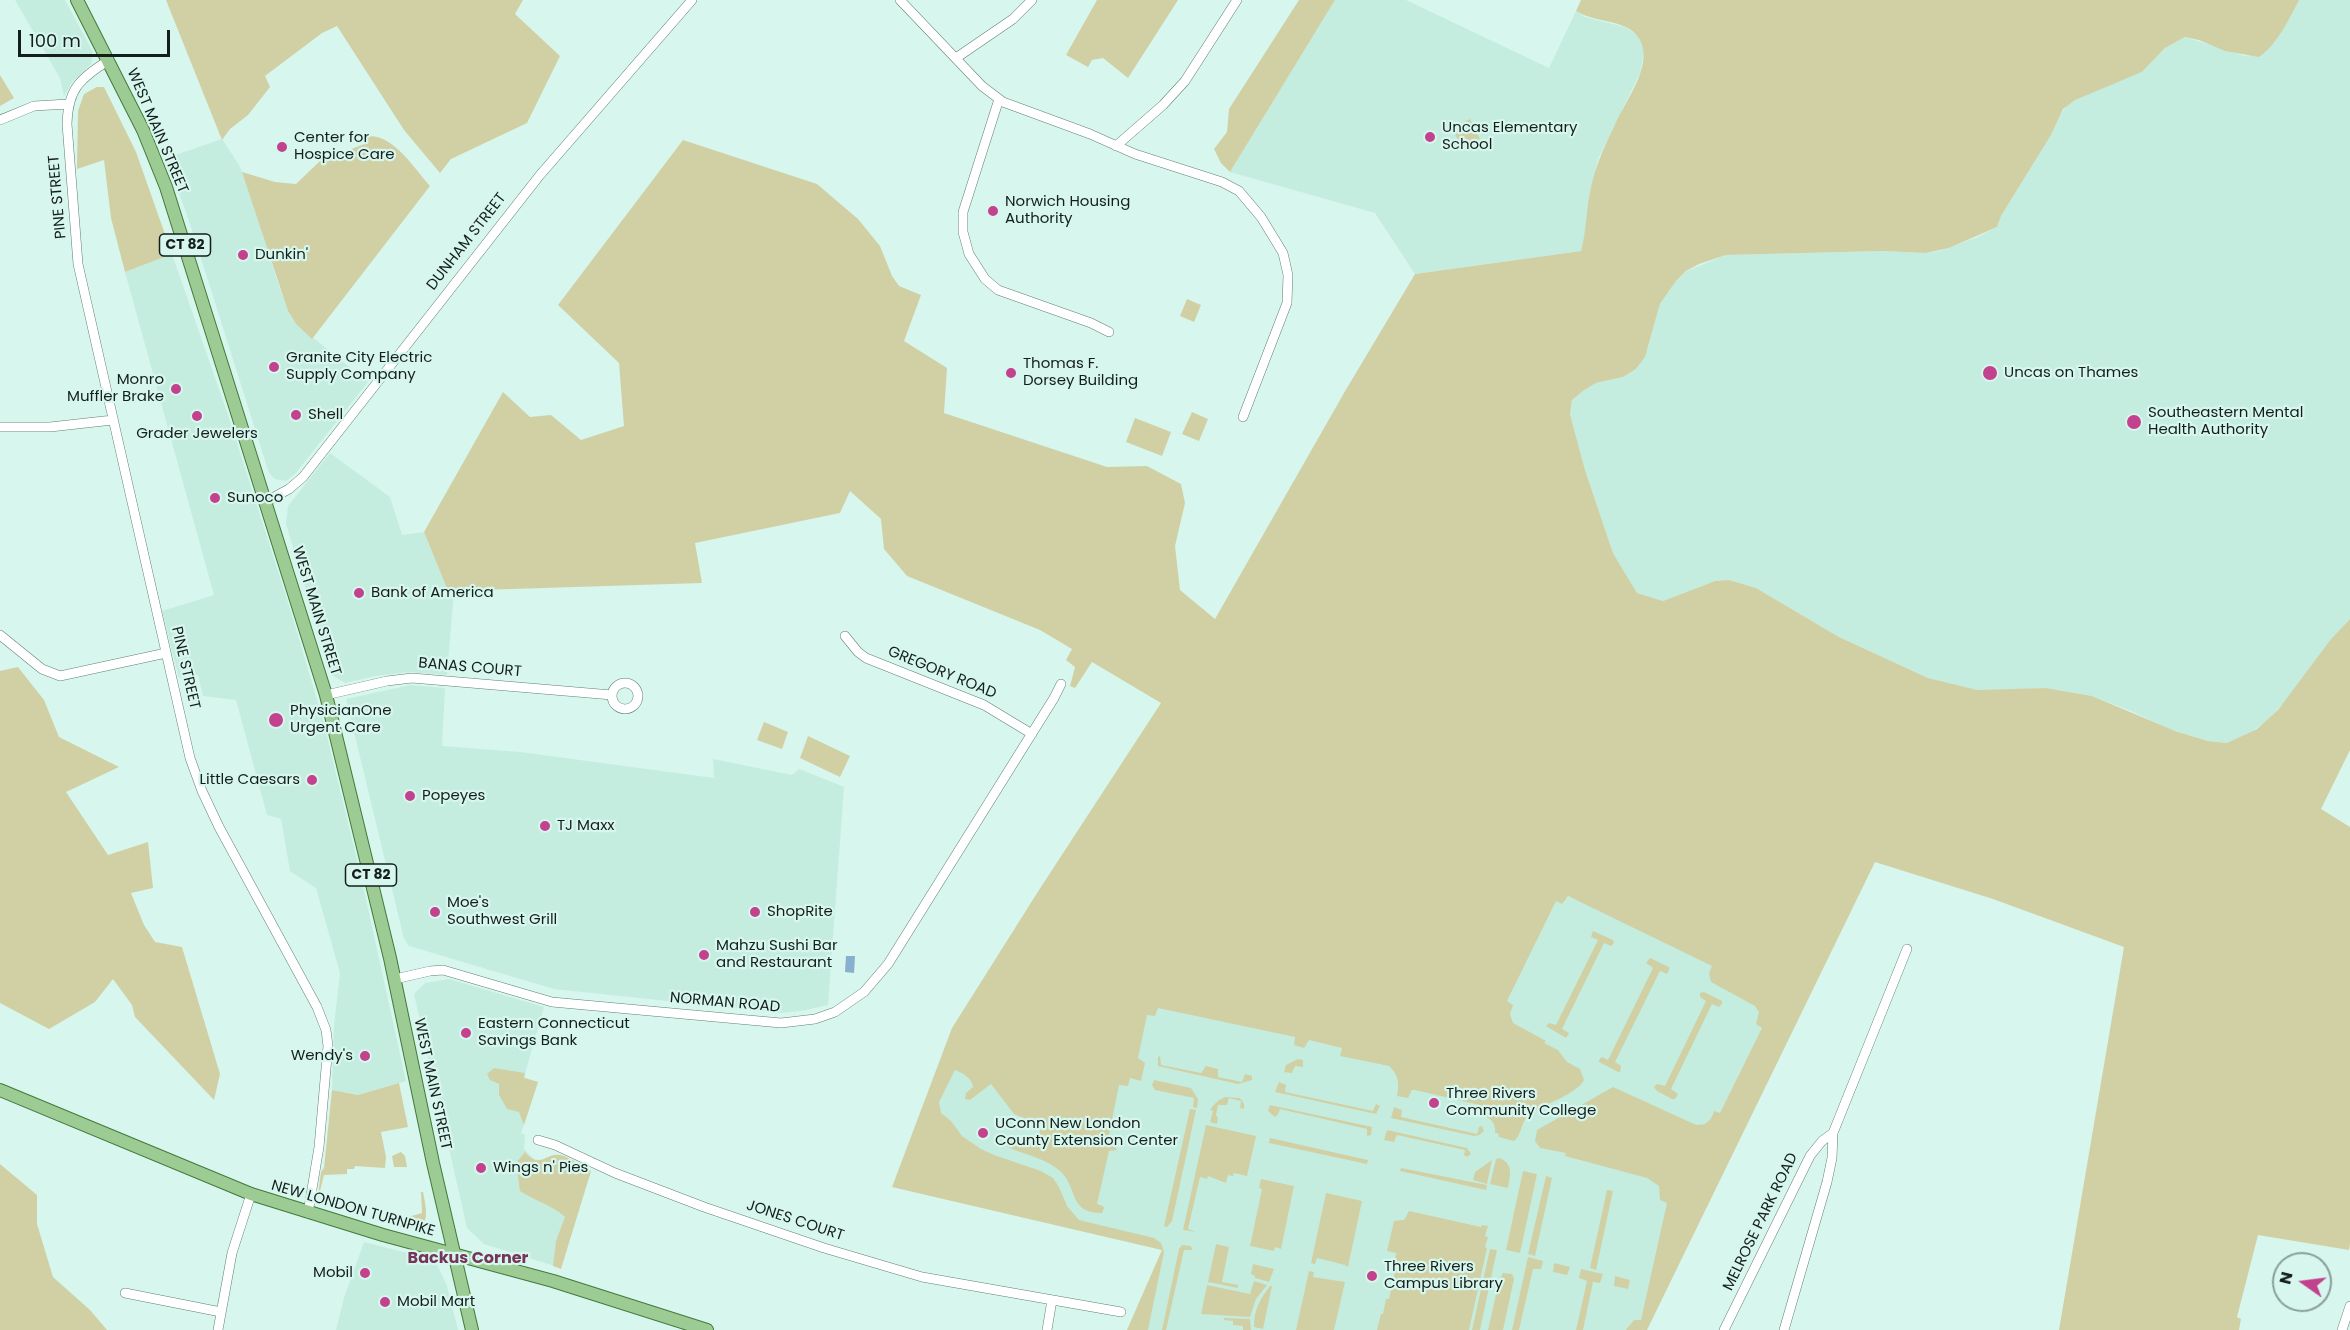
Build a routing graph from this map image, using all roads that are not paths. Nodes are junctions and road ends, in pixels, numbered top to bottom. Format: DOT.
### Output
graph roads {
  1 [pos="77,0"];
  2 [pos="692,0"];
  3 [pos="900,0"];
  4 [pos="1032,0"];
  5 [pos="1237,0"];
  6 [pos="956,58"];
  7 [pos="109,60"];
  8 [pos="999,99"];
  9 [pos="68,104"];
  10 [pos="0,120"];
  11 [pos="1116,146"];
  12 [pos="1109,332"];
  13 [pos="1243,417"];
  14 [pos="113,420"];
  15 [pos="0,427"];
  16 [pos="267,501"];
  17 [pos="0,635"];
  18 [pos="845,636"];
  19 [pos="166,653"];
  20 [pos="1061,684"];
  21 [pos="326,695"];
  22 [pos="612,695"];
  23 [pos="1032,734"];
  24 [pos="1907,949"];
  25 [pos="395,979"];
  26 [pos="0,1090"];
  27 [pos="1833,1133"];
  28 [pos="538,1140"];
  29 [pos="251,1194"];
  30 [pos="308,1213"];
  31 [pos="454,1254"];
  32 [pos="125,1293"];
  33 [pos="1052,1300"];
  34 [pos="2350,1306"];
  35 [pos="221,1312"];
  36 [pos="1121,1312"];
  37 [pos="218,1330"];
  38 [pos="472,1330"];
  39 [pos="707,1330"];
  40 [pos="1047,1330"];
  41 [pos="1724,1330"];
  42 [pos="1784,1330"];
  43 [pos="2343,1330"];
  1 -- 7 [label="main road, WEST MAIN STREET / CT 82"];
  2 -- 16 [label="street, DUNHAM STREET"];
  3 -- 6 [label="street"];
  4 -- 6 [label="street"];
  5 -- 11 [label="street"];
  6 -- 8 [label="street"];
  7 -- 9 [label="street"];
  7 -- 16 [label="main road, WEST MAIN STREET / CT 82"];
  8 -- 11 [label="street"];
  8 -- 12 [label="street"];
  9 -- 10 [label="street"];
  9 -- 14 [label="street, PINE STREET"];
  11 -- 13 [label="street"];
  14 -- 15 [label="street"];
  14 -- 19 [label="street, PINE STREET"];
  16 -- 21 [label="main road, WEST MAIN STREET / CT 82"];
  17 -- 19 [label="street"];
  18 -- 23 [label="street, GREGORY ROAD"];
  19 -- 30 [label="street, PINE STREET"];
  20 -- 23 [label="street, NORMAN ROAD"];
  21 -- 22 [label="street, BANAS COURT"];
  21 -- 25 [label="main road, WEST MAIN STREET / CT 82"];
  23 -- 25 [label="street, NORMAN ROAD"];
  24 -- 27 [label="street, MELROSE PARK ROAD"];
  25 -- 31 [label="main road, WEST MAIN STREET / CT 82"];
  26 -- 29 [label="main road, NEW LONDON TURNPIKE"];
  27 -- 41 [label="street, MELROSE PARK ROAD"];
  27 -- 42 [label="street, MELROSE PARK ROAD"];
  28 -- 33 [label="street, JONES COURT"];
  29 -- 30 [label="main road, NEW LONDON TURNPIKE"];
  29 -- 35 [label="street"];
  30 -- 31 [label="main road, NEW LONDON TURNPIKE"];
  31 -- 38 [label="main road, CT 82"];
  31 -- 39 [label="main road, NEW LONDON TURNPIKE"];
  32 -- 35 [label="street"];
  33 -- 36 [label="street, JONES COURT"];
  33 -- 40 [label="street"];
  34 -- 43 [label="street"];
  35 -- 37 [label="street"];
}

---

Each line in the listing above either holds the string "graph" or does not; state how many do, giving the number only.

**Your solution:** 2